Blick zurück – Blick nach vorn. Vergangenheit – Gegenwart – Zukunft

Fragen an die Vergangenheit entstehen in der Gegenwart. Warum ist es der

Süddeutschen Zeitung am 19. Juni 2012 einen winzigen Artikel Wert, dass

Frauen inzwischen 20% der Professuren inne haben?

Warum gibt es so wenige Frauen in Führungspositionen und warum fällt es

Frauen aber oft schwer, Macht zu wollen und die Schaltstellen der Macht

einzunehmen?

Mir ist der winzige Artikel sofort ins Auge gesprungen, weil ich mich seit

meiner Studienzeit, angeregt durch eine frauenbewegte Tante und eine

frauenbewegte Englisch-Professorin (es gab in den 1980ern kaum

Professorinnen an den Hochschulen), mit dem Thema Gender befasse.

Die Vergangenheit gibt uns Antworten auf Fragen, so dass wir daraus Schlüsse

ziehen können für die Gegenwart und für Veränderungen in der Zukunft.

In der Vergangenheit finden wir Vorbilder, die uns Mut machen und zeigen, wie

wir Ziele erreichen können. Vorbilder, die uns zeigen, wie Schwierigkeiten zu

überwinden sind und mit welcher Kreativität Widerstände ausgeräumt werden

können.

Ich lege den Fokus auf die Bildung, weil ich in diesem Bereich tätig bin.

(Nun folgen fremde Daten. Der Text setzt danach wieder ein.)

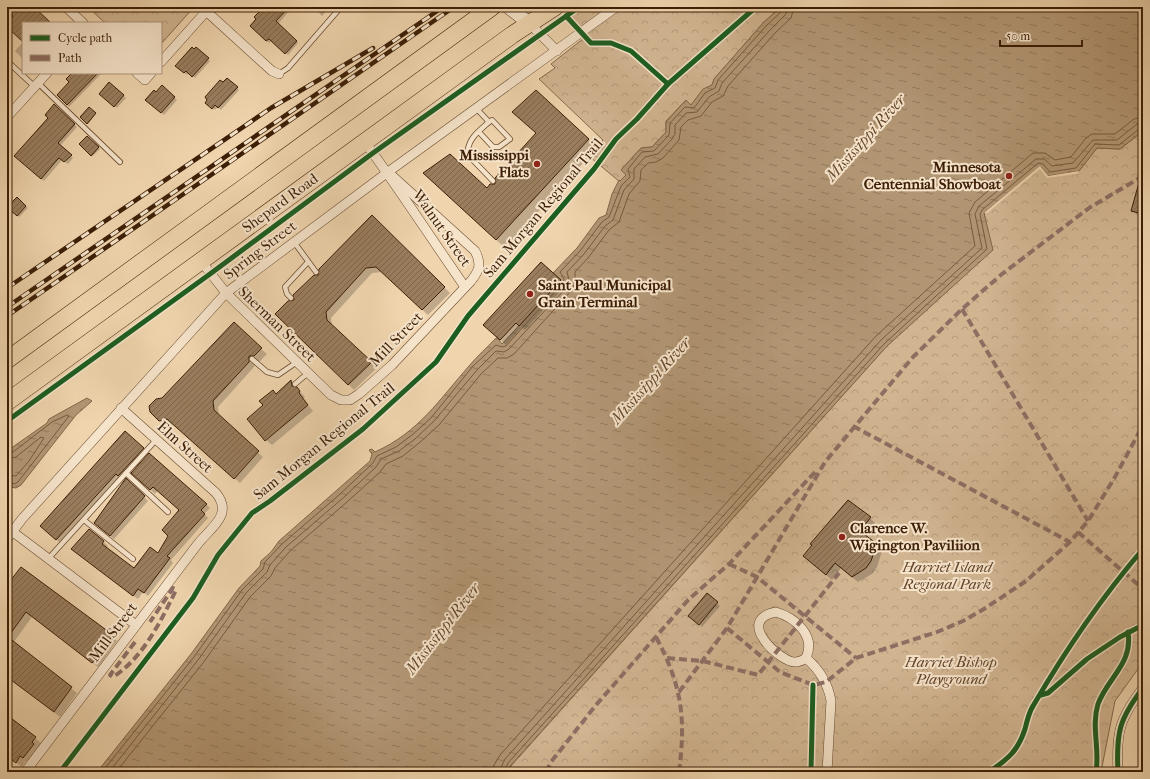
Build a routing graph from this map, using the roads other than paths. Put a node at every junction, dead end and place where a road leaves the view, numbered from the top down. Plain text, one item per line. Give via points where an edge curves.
1 (66, 7) edge
2 (341, 7) edge
3 (492, 7) edge
4 (508, 7) edge
5 (520, 7) edge
6 (555, 7) edge
7 (616, 7) edge
8 (208, 9) edge
9 (82, 22) edge
10 (529, 23) junction
11 (557, 51) junction
12 (7, 61) edge
13 (162, 61) edge
14 (22, 73) edge
15 (23, 74) edge
16 (46, 74) edge
17 (138, 74) edge
18 (150, 74) edge
19 (279, 74) joint
20 (36, 85) junction
21 (477, 109) junction
22 (7, 117) edge
23 (489, 122) junction
24 (479, 132) junction
25 (365, 142) junction
26 (120, 162) dead end
27 (388, 172) junction
28 (493, 181) dead end
29 (294, 242) junction
30 (201, 261) junction
31 (308, 262) junction
32 (316, 272) dead end
33 (465, 287) junction
34 (226, 293) junction
35 (291, 298) dead end
36 (252, 359) dead end
37 (7, 360) edge
38 (297, 362) junction
39 (308, 373) junction
40 (295, 384) dead end
41 (341, 400) joint
42 (7, 402) edge
43 (121, 408) junction
44 (156, 440) junction
45 (126, 473) junction
46 (223, 510) joint
47 (168, 512) dead end
48 (84, 520) junction
49 (9, 532) edge
50 (48, 559) junction
51 (133, 559) dead end
52 (136, 625) junction
53 (806, 658) junction
54 (1143, 688) edge
55 (25, 772) edge
56 (828, 772) edge
57 (1118, 772) edge

1 - 9 street
2 - 19 lane via 288,68
3 - 37 highway
4 - 10 street
5 - 10 street
6 - 10 highway, Shepard Road
7 - 11 street, Spring Street
8 - 13 street
8 - 19 street via 272,71
10 - 11 street
10 - 25 highway, Shepard Road
11 - 21 street, Spring Street
12 - 14 lane
15 - 20 lane
16 - 20 street
17 - 18 street via 144,80
20 - 22 street
20 - 26 lane
21 - 23 lane
21 - 27 street, Spring Street
23 - 24 lane
23 - 24 lane via 492,120 510,139 499,147 493,146
24 - 28 lane via 468,145 468,154
25 - 27 street, Walnut Street
25 - 30 highway, Shepard Road
27 - 29 street, Spring Street
27 - 33 street, Walnut Street
27 - 33 street, Walnut Street via 475,251 480,266 478,273
29 - 31 lane
29 - 34 street, Spring Street
30 - 34 street, Sherman Street
30 - 42 highway, Shepard Road
31 - 32 lane
31 - 35 lane via 285,287
33 - 41 street, Mill Street via 392,365 359,394 350,400
34 - 38 street, Sherman Street
34 - 43 street, Spring Street
36 - 38 lane via 267,372 278,375
38 - 39 street, Sherman Street
39 - 40 lane
39 - 41 street, Sherman Street via 331,395
43 - 44 street, Elm Street
43 - 49 street, Spring Street
44 - 45 lane
44 - 46 street, Elm Street via 216,493
45 - 47 lane
45 - 48 lane
46 - 52 street, Mill Street via 218,521 197,544
48 - 50 lane
48 - 51 lane
49 - 50 street
50 - 52 street
52 - 55 street, Mill Street
53 - 53 street via 810,645 804,631 780,614 768,614 762,618 759,626 762,639 788,660 794,662
53 - 56 street via 819,669 831,701
54 - 57 street via 1131,703 1120,724 1117,747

Da die Frauen verstärkt erst seit etwas mehr als 150 Jahren um ihre Rechte

kämpfen, hatten sie noch nicht so viel Zeit wie die Männer, sich zu

positionieren.

Es waren die Frauen, die sich ab dem 19. Jahrhundert für ihre höhere Bildung

und damit für Chancen auf ein unabhängiges Leben einsetzten. Sie wurden zum

Teil unterstützt durch ihre Väter und Mütter, durch manche Lehrer, die das

weibliche Geschlecht für ebenso bildungsfähig hielten wie das männliche. Die

Lehrerinnen waren es vor allem, die sich für die höhere Mädchenbildung

einsetzten und den Zugang für Frauen zu den Hochschulen erkämpften. Sie

ließen sich durch nichts entmutigen, schlossen sich zusammen, bildeten

nationale und internationale Netzwerke, um ihre Ideen tatkräftig umzusetzen.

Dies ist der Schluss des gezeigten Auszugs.